Alisvolatpropiis Wed 09-Mar-16 21:32:46

*Great not Grear

jlivingstone Thu 10-Mar-16 02:25:14

How about the news OP? It's rarely pleasant to watch.

I wouldn't choose to watch something like "Children's Emergency" but don't think it's strange some do.

Pollyputhtekettleon Thu 10-Mar-16 04:44:10

Everything is just an emotional wank these days. Just look at Facebook. People constantly posting either 'heartwarming' shite or worse, the shite that makes your blood run cold. It's like porn, people can't get enough of 'feeling' and are going for more powerful stuff as they become immune to the milder stories. I really don't like the turn things have taken with popular content and am ready to go back to straight up news, facts and truly educational content. The other stuff is exhausting.

Stanky Thu 10-Mar-16 04:57:44

I've never watched that programme, but the families must agree to take part for whatever reason. I like to watch 24 hours in a and e. I find that the doctors and hospital staff are amazing, and I am in awe of them. I was amazed at the care I got, when I was in hospital. My baby hadn't been moving much that day, and they were monitoring us so closely. I kept thinking "I'm nobody. What do they care if me and my baby live or die? We're not important." But we were treated with such great care by complete strangers. I find that amazing.

Atenco Thu 10-Mar-16 05:29:40

I remember watching a programme about a child with leucemia and all his treatment, poor wee thing. Then I decided it would be bad enough if it ever happened to a love one of mine, there was no need to live through it vicariously and have avoided such programmes ever since.
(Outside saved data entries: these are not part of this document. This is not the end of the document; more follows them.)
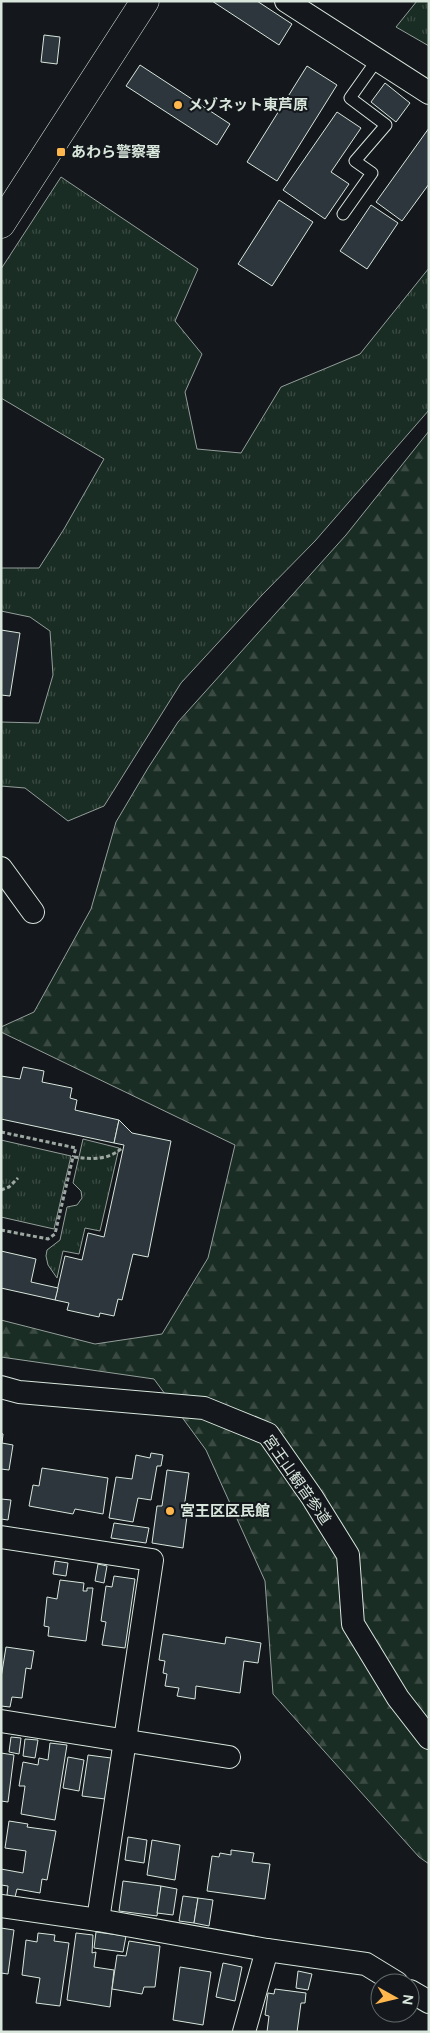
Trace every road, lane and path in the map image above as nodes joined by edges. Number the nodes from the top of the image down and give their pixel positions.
1 (146, 1) edge
2 (286, 1) edge
3 (377, 60) junction
4 (429, 94) edge
5 (343, 214) dead end
6 (1, 224) edge
7 (1, 868) edge
8 (33, 912) dead end
9 (1, 1132) edge
10 (122, 1148) dead end
11 (74, 1158) junction
12 (18, 1178) dead end
13 (1, 1190) edge
14 (1, 1230) edge
15 (1, 1387) edge
16 (1, 1537) edge
17 (1, 1722) edge
18 (429, 1738) edge
19 (125, 1741) junction
20 (229, 1757) dead end
21 (1, 1906) edge
22 (98, 1920) junction
23 (266, 1950) junction
24 (381, 1973) edge
25 (244, 2032) edge

1 - 6 street
2 - 3 street
3 - 4 street
3 - 5 lane
7 - 8 street
9 - 11 path
10 - 11 path
11 - 14 path
12 - 13 path
15 - 18 street, 宮王山観音参道
16 - 19 street
17 - 19 street
19 - 20 street
19 - 22 street
21 - 22 street
22 - 23 street
23 - 24 street
23 - 25 street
MattDillonsPants Thu 10-Mar-16 05:32:23

YANBU. I can't stand to see any child in pain or sick. I can't even watch adults who are hurt. I hate to see human suffering...HATE it. If I see an ambulance at the side of the road, or someone fall over....I cannot bear to look....obviously if there was only me, I'd help but I just get devastated and so sad.
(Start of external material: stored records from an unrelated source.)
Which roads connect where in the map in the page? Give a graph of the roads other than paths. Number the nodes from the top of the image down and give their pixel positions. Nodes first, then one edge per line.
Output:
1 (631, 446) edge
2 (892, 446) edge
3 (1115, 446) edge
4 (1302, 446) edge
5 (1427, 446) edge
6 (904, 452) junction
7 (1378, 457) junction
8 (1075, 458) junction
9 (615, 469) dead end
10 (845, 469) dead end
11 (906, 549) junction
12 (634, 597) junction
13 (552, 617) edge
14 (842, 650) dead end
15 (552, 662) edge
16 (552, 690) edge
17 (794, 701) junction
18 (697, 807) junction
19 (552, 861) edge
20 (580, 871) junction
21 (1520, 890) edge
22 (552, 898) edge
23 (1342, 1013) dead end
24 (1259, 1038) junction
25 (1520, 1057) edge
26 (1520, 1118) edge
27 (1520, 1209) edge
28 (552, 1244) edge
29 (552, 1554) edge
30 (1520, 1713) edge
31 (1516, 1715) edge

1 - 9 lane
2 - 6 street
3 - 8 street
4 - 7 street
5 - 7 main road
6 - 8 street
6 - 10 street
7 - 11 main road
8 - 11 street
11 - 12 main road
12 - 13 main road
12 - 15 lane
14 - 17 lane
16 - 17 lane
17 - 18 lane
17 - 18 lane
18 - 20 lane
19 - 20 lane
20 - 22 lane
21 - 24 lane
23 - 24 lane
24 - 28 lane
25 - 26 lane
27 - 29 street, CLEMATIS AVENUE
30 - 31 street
wannaBe Thu 10-Mar-16 05:50:11

I have always found the programmes about E.g. GOSH incredibly interesting (and often heartbreaking), and often those families agree to be filmed as much to raise awareness of conditions and e.g. The need for organ donation etc.

Emergency programmes I find more uncomfortable because a family will have been approached at a point when they weren't expecting to be there, not knowing what the outcome might be, to be asked if it would be OK to film the process.... And while of course the family can probably choose for the footage not to be shown if their loved one dies for instance, but the fact that they have to be approached in the first place just doesn't sit right.

I agree with a PP about one born every minute as well. Have no idea why people watch it so religiously.

figureofspeech Thu 10-Mar-16 05:58:49

I understand what you are saying but it also serves a purpose in educating some people who aren't familiar with what it's like having a sick child. My son was born three months early and I experienced some distance from certain people. Some were surprised he was in hospital after he was born, it didn't occur to them that he was too sick to come home. It didn't click in their mind that I had to decline a previously accepted invitation. I was frozen out and didn't get much comfort from them until one of them saw a similar programme and realised how all consuming it is to have a seriously sick child. I honestly don't know what went through their minds but I wouldn't leave an abusive voicemail because a person whose children was on life support didn't attend my party. That person was also a parent but still didn't think being born 14 weeks early was that big a deal.

leelu66 Thu 10-Mar-16 06:28:30

I can't watch them myself but I don't think they're watched by vicarious rubber-neckers necessarily (at least I hope not).

It can be fascinating, the process of saving lives. And humans are essentially empathetic beings. We do feel other people's pain and like to feel that we have the capacity to feel for others. It's why we cry when watching a sad film.

whattheseithakasmean Thu 10-Mar-16 06:32:19

I think emotional wank sums it up for me - it is 'feeling porn' for those seeking an emotional rush because their real lives feel safe and cushioned from such raw suffering.

Jw35 Thu 10-Mar-16 07:05:26

Most things on TV are utter crap these days. I'm fed up with reality TV!